## What this task involves
Starting with the line that contains "Write the network", copy every line through the end of the data below, exactly and with nothing added.

## Listed records
· · · · · · ·

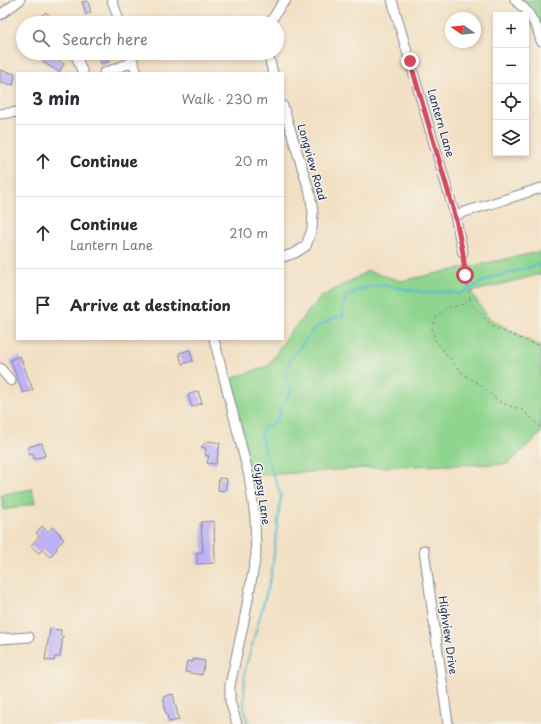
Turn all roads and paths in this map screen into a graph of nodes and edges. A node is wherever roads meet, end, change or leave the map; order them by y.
1 (20, 0) edge
2 (112, 0) edge
3 (286, 0) edge
4 (392, 0) edge
5 (515, 0) edge
6 (0, 15) edge
7 (118, 16) edge
8 (274, 16) edge
9 (541, 41) edge
10 (78, 60) edge
11 (270, 60) edge
12 (133, 62) joint
13 (83, 72) edge
14 (107, 72) edge
15 (137, 72) edge
16 (273, 72) edge
17 (284, 109) edge
18 (16, 112) edge
19 (0, 114) edge
20 (541, 188) edge
21 (455, 215) junction
22 (463, 253) joint
23 (284, 258) edge
24 (470, 298) junction
25 (214, 340) edge
26 (541, 345) edge
27 (0, 368) edge
28 (11, 381) dead end
29 (541, 428) edge
30 (424, 550) dead end
31 (29, 637) dead end
32 (0, 639) edge
33 (236, 724) edge
34 (448, 724) edge

1 - 6 street
2 - 7 street
3 - 8 street
4 - 21 street, Lantern Lane
5 - 9 street
10 - 13 street
11 - 16 street
12 - 14 street
12 - 15 street
17 - 23 street, Longview Road
18 - 19 street
20 - 21 street
21 - 22 street, Lantern Lane
22 - 24 path
24 - 26 path
24 - 29 path
25 - 33 street, Gypsy Lane
27 - 28 street
30 - 34 street, Highview Drive
31 - 32 street

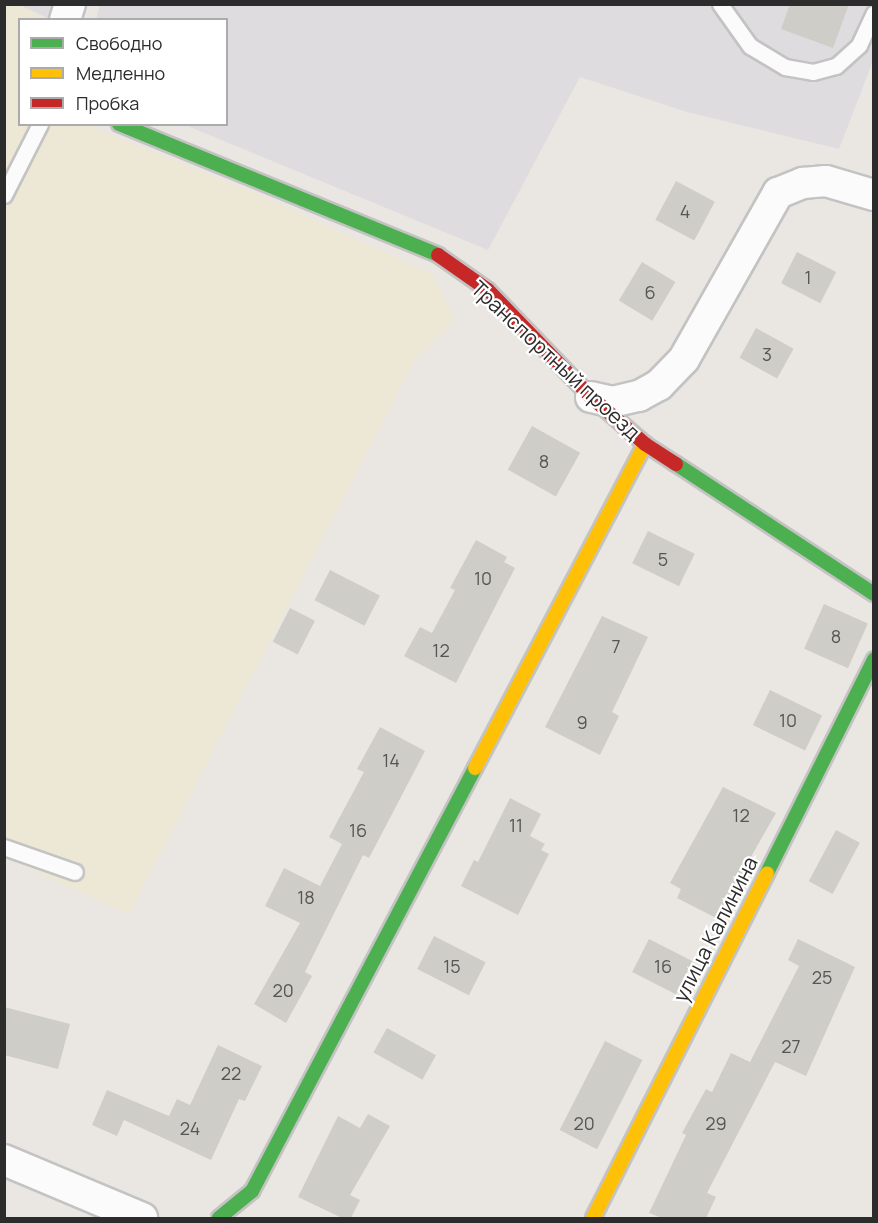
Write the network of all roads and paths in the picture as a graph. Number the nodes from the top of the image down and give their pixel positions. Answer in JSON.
{"nodes":[{"id":1,"x":720,"y":4,"type":"edge"},
{"id":2,"x":873,"y":13,"type":"edge"},
{"id":3,"x":39,"y":126,"type":"edge"},
{"id":4,"x":124,"y":126,"type":"edge"},
{"id":5,"x":4,"y":195,"type":"edge"},
{"id":6,"x":873,"y":195,"type":"edge"},
{"id":7,"x":591,"y":397,"type":"junction"},
{"id":8,"x":645,"y":444,"type":"junction"},
{"id":9,"x":873,"y":594,"type":"edge"},
{"id":10,"x":873,"y":659,"type":"edge"},
{"id":11,"x":4,"y":847,"type":"edge"},
{"id":12,"x":75,"y":872,"type":"dead end"},
{"id":13,"x":4,"y":1160,"type":"edge"},
{"id":14,"x":142,"y":1218,"type":"edge"},
{"id":15,"x":219,"y":1218,"type":"edge"},
{"id":16,"x":593,"y":1218,"type":"edge"}],
"edges":[{"from":1,"to":2,"type":"lane"},
{"from":3,"to":5,"type":"lane"},
{"from":4,"to":7,"type":"street","name":"Транспортный проезд"},
{"from":6,"to":7,"type":"street"},
{"from":7,"to":8,"type":"street","name":"Транспортный проезд"},
{"from":8,"to":9,"type":"street","name":"Транспортный проезд"},
{"from":8,"to":15,"type":"street"},
{"from":10,"to":16,"type":"street","name":"улица Калинина"},
{"from":11,"to":12,"type":"lane"},
{"from":13,"to":14,"type":"street"}]}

· · · · · · ·

## The completed task
Write the network of all roads and paths in the picture as a graph. Number the nodes from the top of the image down and give their pixel positions. Answer in JSON.
{"nodes":[{"id":1,"x":720,"y":4,"type":"edge"},
{"id":2,"x":873,"y":13,"type":"edge"},
{"id":3,"x":39,"y":126,"type":"edge"},
{"id":4,"x":124,"y":126,"type":"edge"},
{"id":5,"x":4,"y":195,"type":"edge"},
{"id":6,"x":873,"y":195,"type":"edge"},
{"id":7,"x":591,"y":397,"type":"junction"},
{"id":8,"x":645,"y":444,"type":"junction"},
{"id":9,"x":873,"y":594,"type":"edge"},
{"id":10,"x":873,"y":659,"type":"edge"},
{"id":11,"x":4,"y":847,"type":"edge"},
{"id":12,"x":75,"y":872,"type":"dead end"},
{"id":13,"x":4,"y":1160,"type":"edge"},
{"id":14,"x":142,"y":1218,"type":"edge"},
{"id":15,"x":219,"y":1218,"type":"edge"},
{"id":16,"x":593,"y":1218,"type":"edge"}],
"edges":[{"from":1,"to":2,"type":"lane"},
{"from":3,"to":5,"type":"lane"},
{"from":4,"to":7,"type":"street","name":"Транспортный проезд"},
{"from":6,"to":7,"type":"street"},
{"from":7,"to":8,"type":"street","name":"Транспортный проезд"},
{"from":8,"to":9,"type":"street","name":"Транспортный проезд"},
{"from":8,"to":15,"type":"street"},
{"from":10,"to":16,"type":"street","name":"улица Калинина"},
{"from":11,"to":12,"type":"lane"},
{"from":13,"to":14,"type":"street"}]}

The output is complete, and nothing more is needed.